What We’re Advocating For…
Here are some policy ideas for Local Return we’re hoping to see discussed next week:
1. Comprehensive Performance Metrics for Street Projects
As called for in Mobility Plan 2035, complete streets and green streets upgrades should be integrated into regular street repaving. That doesn’t necessarily mean every residential street needs a bike lane or a bioswale, but it does mean that LADOT, City Planning, and Street Services need to work together to identify where the opportunities are for more comprehensive improvements and make sure that these elements are integrated cost-effectively. City departments should look at a range of measures of street condition in addition to pavement quality, such as:
- Safety (Vision Zero)
- Sidewalk condition
- Vehicle speeds
- Bike/ped counts
- Transit ridership
- Economic activity
- Stormwater quality and capture
- Tree canopy
2. Dedicated Funding for Vision Zero and Active Transportation
Mobility Plan 2035 calls for a minimum of 20% of Local Return for walking, biking, and safe routes to school. This is a good starting point, but the reality is that less than $12 million per year is not enough money to achieve zero traffic deaths by 2025. Vision Zero is a comprehensive safety program that benefits people who walk, bike, take transit, and drive.
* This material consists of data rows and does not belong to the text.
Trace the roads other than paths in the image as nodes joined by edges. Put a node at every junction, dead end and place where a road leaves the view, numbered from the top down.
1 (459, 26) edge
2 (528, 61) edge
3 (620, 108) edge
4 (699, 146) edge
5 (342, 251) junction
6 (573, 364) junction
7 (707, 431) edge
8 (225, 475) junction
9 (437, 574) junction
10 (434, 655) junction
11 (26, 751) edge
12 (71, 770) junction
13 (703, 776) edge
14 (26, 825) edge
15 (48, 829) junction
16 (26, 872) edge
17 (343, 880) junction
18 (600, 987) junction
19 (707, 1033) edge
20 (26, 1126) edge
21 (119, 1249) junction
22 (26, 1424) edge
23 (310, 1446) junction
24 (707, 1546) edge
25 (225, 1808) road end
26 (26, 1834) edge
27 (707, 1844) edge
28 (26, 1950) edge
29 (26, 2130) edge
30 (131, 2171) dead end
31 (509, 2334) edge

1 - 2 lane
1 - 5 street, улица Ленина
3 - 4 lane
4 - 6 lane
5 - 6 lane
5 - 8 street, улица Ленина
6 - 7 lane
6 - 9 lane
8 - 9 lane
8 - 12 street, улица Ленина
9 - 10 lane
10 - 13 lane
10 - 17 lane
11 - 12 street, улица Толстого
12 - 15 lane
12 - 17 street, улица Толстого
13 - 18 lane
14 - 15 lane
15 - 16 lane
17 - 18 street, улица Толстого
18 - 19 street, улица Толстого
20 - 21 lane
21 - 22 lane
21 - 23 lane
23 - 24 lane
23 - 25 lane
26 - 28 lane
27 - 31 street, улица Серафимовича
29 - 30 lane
It is also the City’s top transportation priority. City Council should allocate a minimum of $20 million per year for Vision Zero.
— Investing in Place (@InvestinPlace) February 8, 2017
3. Accelerate Sidewalk Improvements with a 30-10 Plan for Safe Sidewalks
The City recently settled a $1.37 billion lawsuit to fix its sidewalks so that people with disabilities can move around Los Angeles safely, requiring the City to spend over $30 million per year for 30 years. Fixing our sidewalks is a critical issue for children, older adults, and people in wheelchairs, and for many of our most vulnerable residents, waiting 30 years for safe sidewalks means they’ll never see improvements in their lifetimes. While the City is obligated to spend a minimum amount from other funding sources, how can Measure M augment the Willits settlement and accelerate these improvements so that our communities can benefit from safe sidewalks sooner?
— Investing in Place (@InvestinPlace) March 20, 2017
4. Regular Reporting and Accountability
The public deserves regular reporting on the status and effectiveness of Local Return investments. The City should produce an annual report documenting program expenditures and the status of projects in planning, design, and construction. The report should highlight the way in which the City has incorporated complete and green streets into routine projects. The Mobility Plan 2035 Technical Advisory Committee should be convened quarterly to review program updates and provide input into upcoming projects. The report should include a five-year capital improvement program of street projects.